A series of novel phthalimide-alkylamine derivatives were synthesized and evaluated as multi-functions inhibitors for the treatment of Alzheimer's disease (AD). The results showed that compound TM-9 could be regarded as a balanced multi-targets active molecule. It exhibited potent and balanced inhibitory activities against ChE and MAO-B (huAChE, huBuChE, and huMAO-B with IC values of 1.2μM, 3.8μM and 2.6 μM, respectively) with low selectivity. Both kinetic analysis of AChE inhibition and molecular modeling study suggested that TM-9 binds simultaneously to the catalytic active site and peripheral anionic site of AChE. Interestingly, compound TM-9 abided by Lipinski's rule of five. Furthermore, our investigation proved that TM-9 indicated weak cytotoxicity, and it could cross the blood-brain barrier (BBB) in vitro. The results suggest that compound TM-9, an interesting multi-targeted active molecule, offers an attractive starting point for further lead optimization in the drug-discovery process against Alzheimer's disease.

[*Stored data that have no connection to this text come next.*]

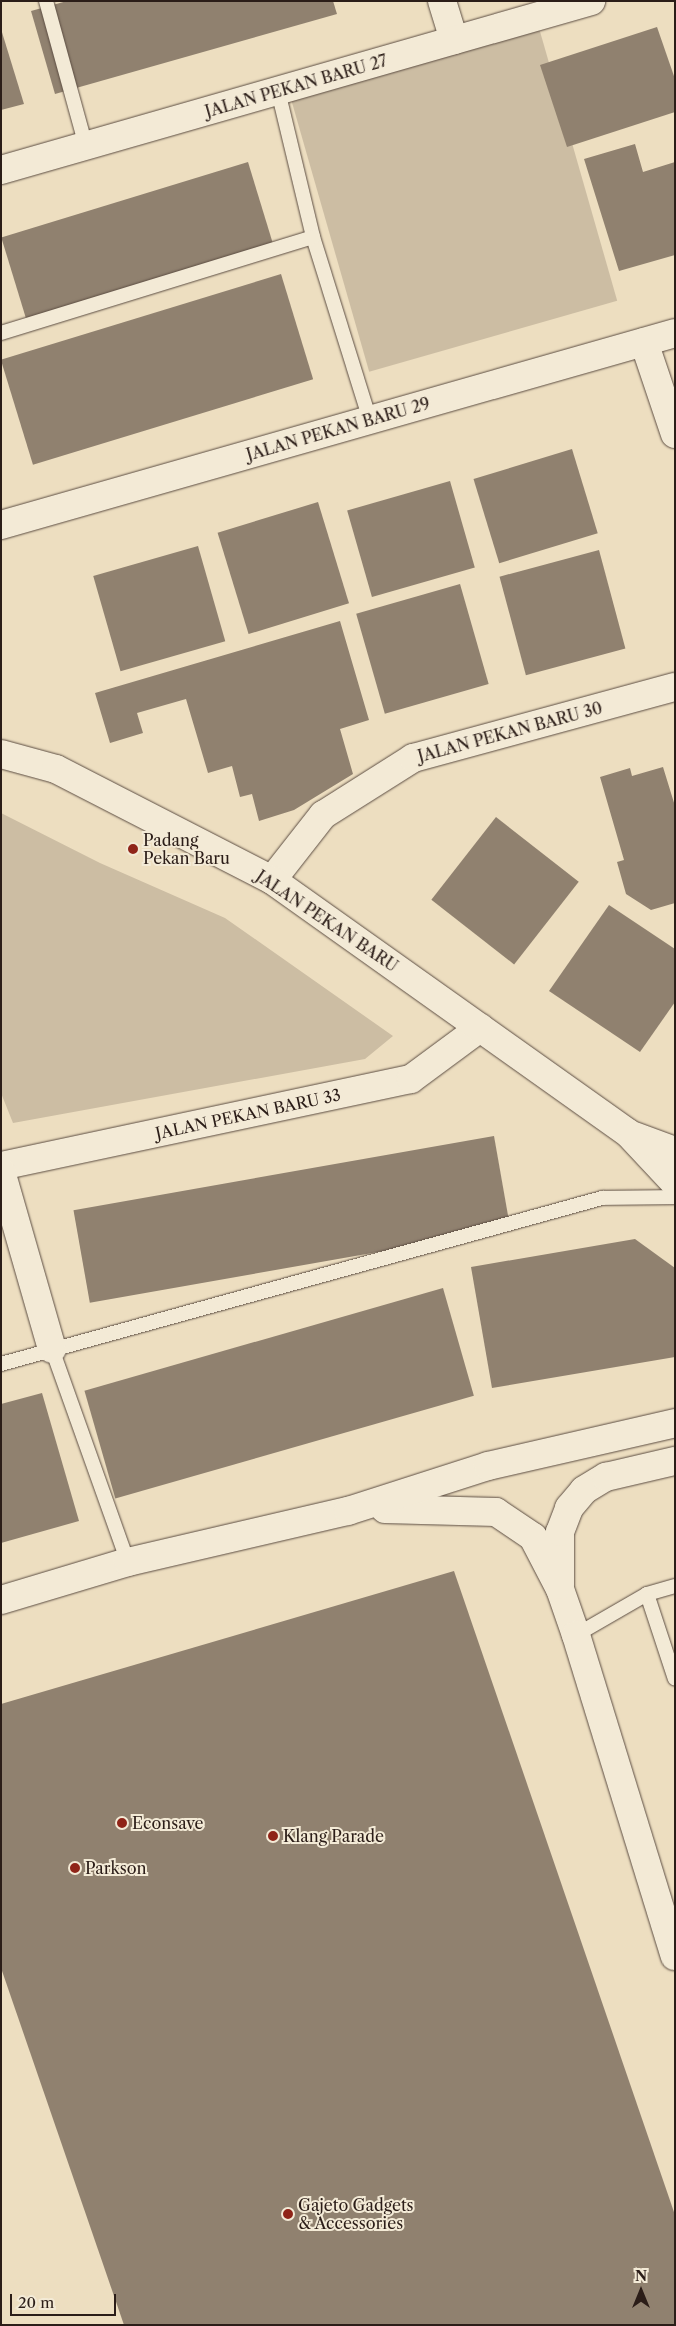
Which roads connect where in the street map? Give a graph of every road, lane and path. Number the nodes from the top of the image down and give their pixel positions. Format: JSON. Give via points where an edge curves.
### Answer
{"nodes":[{"id":1,"x":46,"y":1,"type":"edge"},
{"id":2,"x":442,"y":1,"type":"edge"},
{"id":3,"x":591,"y":1,"type":"edge"},
{"id":4,"x":454,"y":40,"type":"junction"},
{"id":5,"x":278,"y":91,"type":"junction"},
{"id":6,"x":86,"y":146,"type":"junction"},
{"id":7,"x":1,"y":170,"type":"edge"},
{"id":8,"x":313,"y":237,"type":"junction"},
{"id":9,"x":1,"y":333,"type":"edge"},
{"id":10,"x":675,"y":334,"type":"edge"},
{"id":11,"x":644,"y":342,"type":"junction"},
{"id":12,"x":370,"y":420,"type":"junction"},
{"id":13,"x":675,"y":434,"type":"edge"},
{"id":14,"x":1,"y":526,"type":"edge"},
{"id":15,"x":675,"y":687,"type":"edge"},
{"id":16,"x":1,"y":754,"type":"edge"},
{"id":17,"x":272,"y":880,"type":"junction"},
{"id":18,"x":480,"y":1028,"type":"junction"},
{"id":19,"x":628,"y":1133,"type":"junction"},
{"id":20,"x":675,"y":1151,"type":"edge"},
{"id":21,"x":1,"y":1166,"type":"edge"},
{"id":22,"x":1,"y":1171,"type":"edge"},
{"id":23,"x":675,"y":1183,"type":"edge"},
{"id":24,"x":675,"y":1197,"type":"edge"},
{"id":25,"x":52,"y":1349,"type":"junction"},
{"id":26,"x":1,"y":1364,"type":"edge"},
{"id":27,"x":675,"y":1423,"type":"edge"},
{"id":28,"x":675,"y":1461,"type":"edge"},
{"id":29,"x":348,"y":1512,"type":"junction"},
{"id":30,"x":128,"y":1562,"type":"junction"},
{"id":31,"x":675,"y":1586,"type":"edge"},
{"id":32,"x":560,"y":1589,"type":"junction"},
{"id":33,"x":647,"y":1594,"type":"junction"},
{"id":34,"x":1,"y":1600,"type":"edge"},
{"id":35,"x":576,"y":1635,"type":"junction"},
{"id":36,"x":675,"y":1679,"type":"edge"},
{"id":37,"x":675,"y":1956,"type":"edge"}],
"edges":[{"from":1,"to":6,"type":"lane"},
{"from":2,"to":4,"type":"street"},
{"from":3,"to":4,"type":"street","name":"JALAN PEKAN BARU 27"},
{"from":4,"to":5,"type":"street","name":"JALAN PEKAN BARU 27"},
{"from":5,"to":6,"type":"street","name":"JALAN PEKAN BARU 27"},
{"from":5,"to":8,"type":"lane"},
{"from":6,"to":7,"type":"street","name":"JALAN PEKAN BARU 27"},
{"from":8,"to":9,"type":"lane"},
{"from":8,"to":12,"type":"lane"},
{"from":10,"to":11,"type":"street","name":"JALAN PEKAN BARU 29"},
{"from":11,"to":12,"type":"street","name":"JALAN PEKAN BARU 29"},
{"from":11,"to":13,"type":"street"},
{"from":12,"to":14,"type":"street","name":"JALAN PEKAN BARU 29"},
{"from":15,"to":17,"type":"street","name":"JALAN PEKAN BARU 30","via":[[413,758],[323,816]]},
{"from":16,"to":17,"type":"street","name":"JALAN PEKAN BARU","via":[[56,769]]},
{"from":17,"to":18,"type":"street","name":"JALAN PEKAN BARU"},
{"from":18,"to":19,"type":"street","name":"JALAN PEKAN BARU"},
{"from":18,"to":21,"type":"street","name":"JALAN PEKAN BARU 33","via":[[411,1079]]},
{"from":19,"to":20,"type":"street","name":"JALAN PEKAN BARU"},
{"from":19,"to":23,"type":"street","name":"JALAN PEKAN BARU"},
{"from":22,"to":25,"type":"street"},
{"from":24,"to":25,"type":"lane","via":[[602,1198]]},
{"from":25,"to":26,"type":"lane"},
{"from":25,"to":30,"type":"lane"},
{"from":27,"to":29,"type":"street","via":[[488,1466]]},
{"from":28,"to":32,"type":"street","via":[[606,1477],[584,1490],[569,1508],[560,1532]]},
{"from":29,"to":30,"type":"street"},
{"from":29,"to":32,"type":"street","via":[[423,1507],[496,1512],[533,1538]]},
{"from":30,"to":34,"type":"street"},
{"from":31,"to":33,"type":"lane"},
{"from":32,"to":35,"type":"street"},
{"from":33,"to":35,"type":"lane"},
{"from":33,"to":36,"type":"lane"},
{"from":35,"to":37,"type":"street"}]}
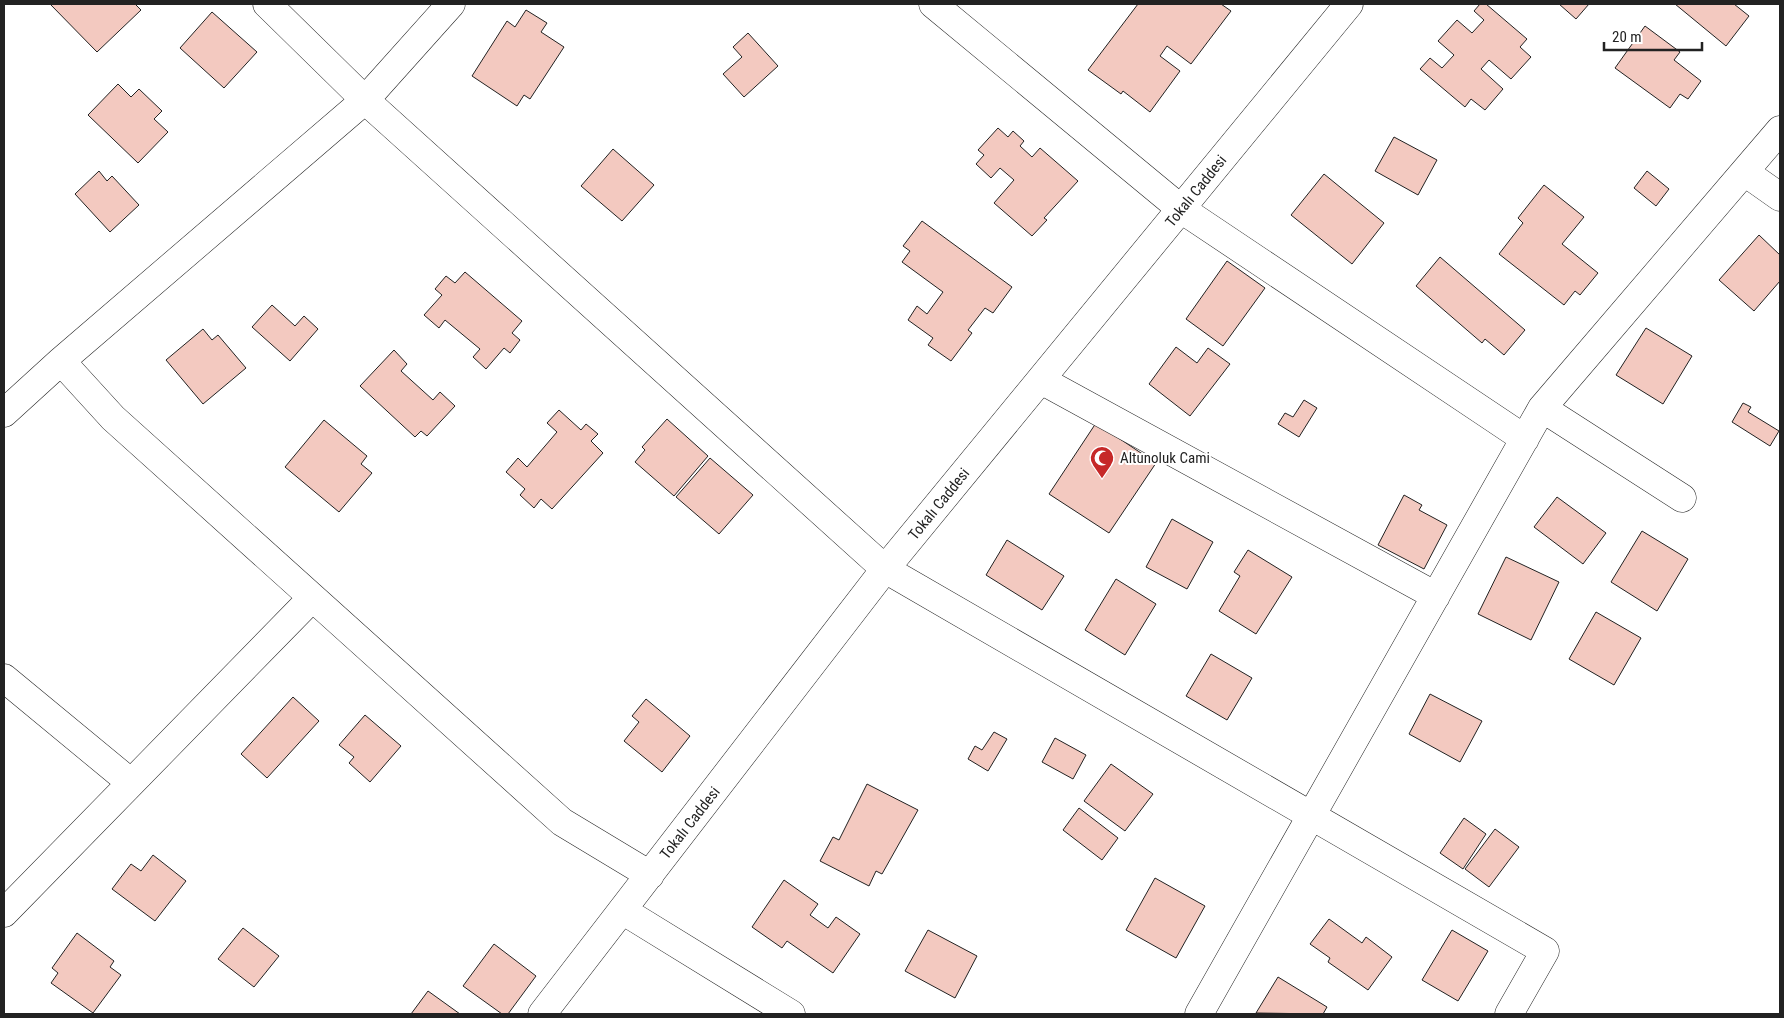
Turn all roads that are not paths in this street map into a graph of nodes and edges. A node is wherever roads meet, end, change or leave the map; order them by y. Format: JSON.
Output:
{"nodes":[{"id":1,"x":267,"y":4,"type":"edge"},
{"id":2,"x":451,"y":4,"type":"edge"},
{"id":3,"x":932,"y":4,"type":"edge"},
{"id":4,"x":1349,"y":4,"type":"edge"},
{"id":5,"x":364,"y":100,"type":"junction"},
{"id":6,"x":1780,"y":130,"type":"edge"},
{"id":7,"x":1746,"y":173,"type":"junction"},
{"id":8,"x":1780,"y":197,"type":"edge"},
{"id":9,"x":1181,"y":208,"type":"junction"},
{"id":10,"x":61,"y":361,"type":"junction"},
{"id":11,"x":1041,"y":380,"type":"junction"},
{"id":12,"x":1542,"y":408,"type":"junction"},
{"id":13,"x":4,"y":413,"type":"edge"},
{"id":14,"x":1525,"y":439,"type":"junction"},
{"id":15,"x":1682,"y":498,"type":"dead end"},
{"id":16,"x":886,"y":569,"type":"junction"},
{"id":17,"x":1436,"y":596,"type":"junction"},
{"id":18,"x":312,"y":598,"type":"junction"},
{"id":19,"x":4,"y":678,"type":"edge"},
{"id":20,"x":130,"y":782,"type":"junction"},
{"id":21,"x":1312,"y":816,"type":"junction"},
{"id":22,"x":650,"y":875,"type":"junction"},
{"id":23,"x":622,"y":910,"type":"junction"},
{"id":24,"x":4,"y":914,"type":"edge"},
{"id":25,"x":542,"y":1014,"type":"edge"},
{"id":26,"x":791,"y":1014,"type":"edge"},
{"id":27,"x":1199,"y":1014,"type":"edge"},
{"id":28,"x":1510,"y":1014,"type":"edge"}],
"edges":[{"from":1,"to":5,"type":"street"},
{"from":2,"to":5,"type":"street"},
{"from":3,"to":9,"type":"street"},
{"from":4,"to":9,"type":"street","name":"Tokalı Caddesi"},
{"from":5,"to":10,"type":"street"},
{"from":5,"to":16,"type":"street"},
{"from":6,"to":7,"type":"street"},
{"from":7,"to":8,"type":"street"},
{"from":7,"to":12,"type":"street"},
{"from":9,"to":11,"type":"street","name":"Tokalı Caddesi"},
{"from":9,"to":14,"type":"street"},
{"from":10,"to":13,"type":"street"},
{"from":10,"to":18,"type":"street"},
{"from":11,"to":16,"type":"street","name":"Tokalı Caddesi"},
{"from":11,"to":17,"type":"street"},
{"from":12,"to":14,"type":"street"},
{"from":12,"to":15,"type":"street"},
{"from":14,"to":17,"type":"street"},
{"from":16,"to":21,"type":"street"},
{"from":16,"to":22,"type":"street","name":"Tokalı Caddesi"},
{"from":17,"to":21,"type":"street"},
{"from":18,"to":20,"type":"street"},
{"from":18,"to":22,"type":"street"},
{"from":19,"to":20,"type":"street"},
{"from":20,"to":24,"type":"street"},
{"from":21,"to":27,"type":"street"},
{"from":21,"to":28,"type":"street"},
{"from":22,"to":23,"type":"street","name":"Tokalı Caddesi"},
{"from":23,"to":25,"type":"street","name":"Tokalı Caddesi"},
{"from":23,"to":26,"type":"street"}]}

合成了一系列新型邻苯二甲酰亚胺 - 烷基胺衍生物,并对其作为治疗阿尔茨海默病(AD)的多功能抑制剂进行了评估。结果表明,化合物TM - 9可被视为一种平衡的多靶点活性分子。它对胆碱酯酶(ChE)和单胺氧化酶 - B(huAChE、huBuChE和huMAO - B,IC值分别为1.2μM、3.8μM和2.6μM)表现出强效且平衡的抑制活性,选择性较低。对乙酰胆碱酯酶(AChE)抑制的动力学分析和分子模拟研究均表明,TM - 9同时结合到AChE的催化活性位点和外周阴离子位点。有趣的是,化合物TM - 9符合Lipinski的五规则。此外,我们的研究证明TM - 9具有较弱的细胞毒性,并且在体外能够穿过血脑屏障(BBB)。结果表明,化合物TM - 9是一个有趣的多靶点活性分子,为抗阿尔茨海默病药物发现过程中的进一步先导优化提供了有吸引力的起点。